[Entries taken from a collection]

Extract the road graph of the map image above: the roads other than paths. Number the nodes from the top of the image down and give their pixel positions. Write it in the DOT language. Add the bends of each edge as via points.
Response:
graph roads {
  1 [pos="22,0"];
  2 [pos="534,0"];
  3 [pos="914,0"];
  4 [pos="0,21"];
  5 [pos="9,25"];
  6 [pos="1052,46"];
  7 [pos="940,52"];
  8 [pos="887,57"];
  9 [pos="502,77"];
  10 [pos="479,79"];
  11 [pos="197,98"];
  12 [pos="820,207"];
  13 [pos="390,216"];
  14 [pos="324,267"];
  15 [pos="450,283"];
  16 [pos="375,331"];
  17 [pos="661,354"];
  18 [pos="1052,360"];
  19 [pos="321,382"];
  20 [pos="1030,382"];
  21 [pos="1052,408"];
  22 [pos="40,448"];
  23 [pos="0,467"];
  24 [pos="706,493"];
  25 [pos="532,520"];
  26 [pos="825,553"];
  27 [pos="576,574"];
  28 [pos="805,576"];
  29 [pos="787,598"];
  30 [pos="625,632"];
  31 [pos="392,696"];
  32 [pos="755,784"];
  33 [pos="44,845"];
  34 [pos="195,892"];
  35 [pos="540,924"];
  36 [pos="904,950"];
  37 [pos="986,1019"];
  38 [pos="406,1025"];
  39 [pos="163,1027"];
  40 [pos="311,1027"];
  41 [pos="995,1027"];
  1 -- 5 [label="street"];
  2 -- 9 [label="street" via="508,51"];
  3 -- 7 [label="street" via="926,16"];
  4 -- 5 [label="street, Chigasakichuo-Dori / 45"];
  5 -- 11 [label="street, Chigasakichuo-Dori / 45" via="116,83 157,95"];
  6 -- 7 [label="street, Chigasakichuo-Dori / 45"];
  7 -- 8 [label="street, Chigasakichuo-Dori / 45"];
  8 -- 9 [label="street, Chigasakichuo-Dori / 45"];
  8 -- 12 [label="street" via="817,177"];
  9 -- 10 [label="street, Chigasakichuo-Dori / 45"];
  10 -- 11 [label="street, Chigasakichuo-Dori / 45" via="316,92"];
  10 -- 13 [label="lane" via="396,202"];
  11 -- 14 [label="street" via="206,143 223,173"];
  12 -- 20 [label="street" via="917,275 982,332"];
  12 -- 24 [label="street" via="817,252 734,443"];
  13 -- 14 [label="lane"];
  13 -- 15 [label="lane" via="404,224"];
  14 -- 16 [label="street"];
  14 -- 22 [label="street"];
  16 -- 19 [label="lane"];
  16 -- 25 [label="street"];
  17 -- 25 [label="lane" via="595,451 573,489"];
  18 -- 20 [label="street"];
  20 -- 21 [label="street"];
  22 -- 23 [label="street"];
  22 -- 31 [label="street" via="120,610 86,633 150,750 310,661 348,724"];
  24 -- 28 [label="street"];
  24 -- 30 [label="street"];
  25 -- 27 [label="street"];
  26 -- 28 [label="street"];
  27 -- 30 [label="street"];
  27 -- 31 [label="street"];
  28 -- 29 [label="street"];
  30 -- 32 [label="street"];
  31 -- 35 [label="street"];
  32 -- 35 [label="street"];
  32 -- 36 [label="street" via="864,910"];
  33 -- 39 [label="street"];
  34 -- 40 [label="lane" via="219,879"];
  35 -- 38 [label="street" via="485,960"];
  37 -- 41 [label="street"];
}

YOUR TASK>
Every line in the records has to be written out again exactly.

EXERCISE ANSWER>
Extract the road graph of the map image above: the roads other than paths. Number the nodes from the top of the image down and give their pixel positions. Write it in the DOT language. Add the bends of each edge as via points.
Response:
graph roads {
  1 [pos="22,0"];
  2 [pos="534,0"];
  3 [pos="914,0"];
  4 [pos="0,21"];
  5 [pos="9,25"];
  6 [pos="1052,46"];
  7 [pos="940,52"];
  8 [pos="887,57"];
  9 [pos="502,77"];
  10 [pos="479,79"];
  11 [pos="197,98"];
  12 [pos="820,207"];
  13 [pos="390,216"];
  14 [pos="324,267"];
  15 [pos="450,283"];
  16 [pos="375,331"];
  17 [pos="661,354"];
  18 [pos="1052,360"];
  19 [pos="321,382"];
  20 [pos="1030,382"];
  21 [pos="1052,408"];
  22 [pos="40,448"];
  23 [pos="0,467"];
  24 [pos="706,493"];
  25 [pos="532,520"];
  26 [pos="825,553"];
  27 [pos="576,574"];
  28 [pos="805,576"];
  29 [pos="787,598"];
  30 [pos="625,632"];
  31 [pos="392,696"];
  32 [pos="755,784"];
  33 [pos="44,845"];
  34 [pos="195,892"];
  35 [pos="540,924"];
  36 [pos="904,950"];
  37 [pos="986,1019"];
  38 [pos="406,1025"];
  39 [pos="163,1027"];
  40 [pos="311,1027"];
  41 [pos="995,1027"];
  1 -- 5 [label="street"];
  2 -- 9 [label="street" via="508,51"];
  3 -- 7 [label="street" via="926,16"];
  4 -- 5 [label="street, Chigasakichuo-Dori / 45"];
  5 -- 11 [label="street, Chigasakichuo-Dori / 45" via="116,83 157,95"];
  6 -- 7 [label="street, Chigasakichuo-Dori / 45"];
  7 -- 8 [label="street, Chigasakichuo-Dori / 45"];
  8 -- 9 [label="street, Chigasakichuo-Dori / 45"];
  8 -- 12 [label="street" via="817,177"];
  9 -- 10 [label="street, Chigasakichuo-Dori / 45"];
  10 -- 11 [label="street, Chigasakichuo-Dori / 45" via="316,92"];
  10 -- 13 [label="lane" via="396,202"];
  11 -- 14 [label="street" via="206,143 223,173"];
  12 -- 20 [label="street" via="917,275 982,332"];
  12 -- 24 [label="street" via="817,252 734,443"];
  13 -- 14 [label="lane"];
  13 -- 15 [label="lane" via="404,224"];
  14 -- 16 [label="street"];
  14 -- 22 [label="street"];
  16 -- 19 [label="lane"];
  16 -- 25 [label="street"];
  17 -- 25 [label="lane" via="595,451 573,489"];
  18 -- 20 [label="street"];
  20 -- 21 [label="street"];
  22 -- 23 [label="street"];
  22 -- 31 [label="street" via="120,610 86,633 150,750 310,661 348,724"];
  24 -- 28 [label="street"];
  24 -- 30 [label="street"];
  25 -- 27 [label="street"];
  26 -- 28 [label="street"];
  27 -- 30 [label="street"];
  27 -- 31 [label="street"];
  28 -- 29 [label="street"];
  30 -- 32 [label="street"];
  31 -- 35 [label="street"];
  32 -- 35 [label="street"];
  32 -- 36 [label="street" via="864,910"];
  33 -- 39 [label="street"];
  34 -- 40 [label="lane" via="219,879"];
  35 -- 38 [label="street" via="485,960"];
  37 -- 41 [label="street"];
}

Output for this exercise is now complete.